(Data excerpts)
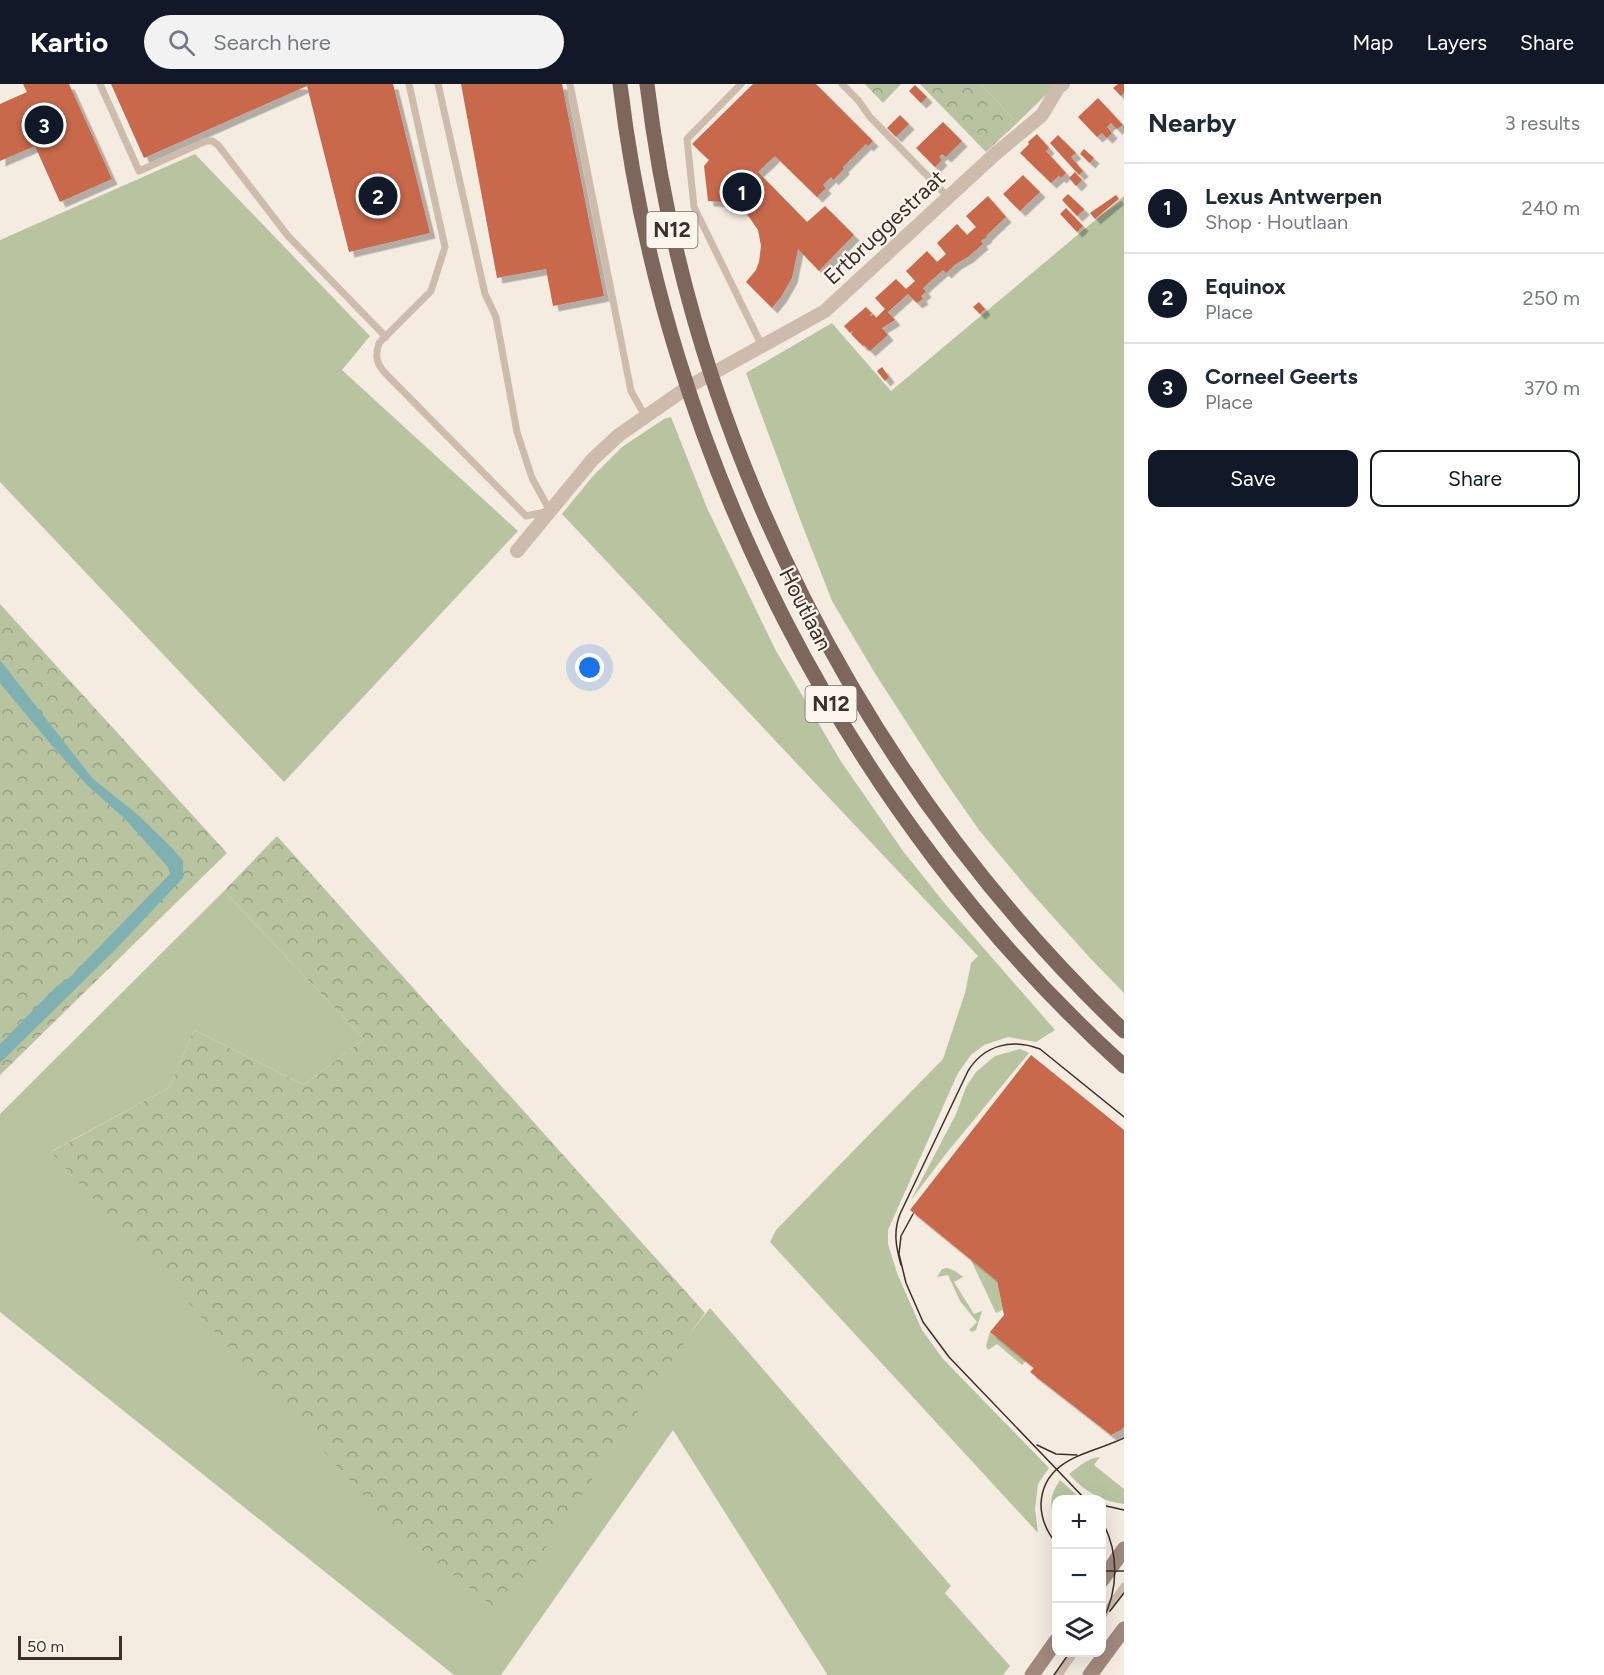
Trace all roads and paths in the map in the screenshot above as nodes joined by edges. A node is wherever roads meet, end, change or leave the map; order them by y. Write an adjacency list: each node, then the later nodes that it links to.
1 (99, 84): 11 (lane)
2 (409, 84): 11 (lane)
3 (438, 84): 16 (lane)
4 (570, 84): 15 (lane)
5 (620, 84): 14 (main road, Houtlaan / N12)
6 (646, 84): 13 (main road, Houtlaan / N12)
7 (741, 84): 12 (lane)
8 (842, 84): 10 (lane)
9 (1063, 84): 10 (street, Ertbruggestraat)
10 (948, 197): 12 (street, Ertbruggestraat)
11 (386, 337): 16 (lane)
12 (762, 346): 13 (street, Ertbruggestraat)
13 (712, 374): 14 (street, Ertbruggestraat); 18 (main road, Houtlaan / N12)
14 (688, 387): 15 (street); 19 (main road, Houtlaan / N12)
15 (645, 416): 16 (street)
16 (549, 511): 17 (street)
17 (517, 551)
18 (1124, 1031)
19 (1124, 1066)
20 (1124, 1549): 21 (main road)
21 (1106, 1573)
22 (1124, 1586): 23 (lane)
23 (1106, 1610)
24 (1124, 1629): 29 (main road)
25 (1052, 1647): 27 (main road)
26 (1072, 1657): 28 (lane)
27 (1032, 1675)
28 (1059, 1675)
29 (1090, 1675)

TASK INSTRUCTIONS.
Please reproduce every record exactly as written, excluding the pictures.

SOLUTION TO THE EXERCISE.
Trace all roads and paths in the map in the screenshot above as nodes joined by edges. A node is wherever roads meet, end, change or leave the map; order them by y. Write an adjacency list: each node, then the later nodes that it links to.
1 (99, 84): 11 (lane)
2 (409, 84): 11 (lane)
3 (438, 84): 16 (lane)
4 (570, 84): 15 (lane)
5 (620, 84): 14 (main road, Houtlaan / N12)
6 (646, 84): 13 (main road, Houtlaan / N12)
7 (741, 84): 12 (lane)
8 (842, 84): 10 (lane)
9 (1063, 84): 10 (street, Ertbruggestraat)
10 (948, 197): 12 (street, Ertbruggestraat)
11 (386, 337): 16 (lane)
12 (762, 346): 13 (street, Ertbruggestraat)
13 (712, 374): 14 (street, Ertbruggestraat); 18 (main road, Houtlaan / N12)
14 (688, 387): 15 (street); 19 (main road, Houtlaan / N12)
15 (645, 416): 16 (street)
16 (549, 511): 17 (street)
17 (517, 551)
18 (1124, 1031)
19 (1124, 1066)
20 (1124, 1549): 21 (main road)
21 (1106, 1573)
22 (1124, 1586): 23 (lane)
23 (1106, 1610)
24 (1124, 1629): 29 (main road)
25 (1052, 1647): 27 (main road)
26 (1072, 1657): 28 (lane)
27 (1032, 1675)
28 (1059, 1675)
29 (1090, 1675)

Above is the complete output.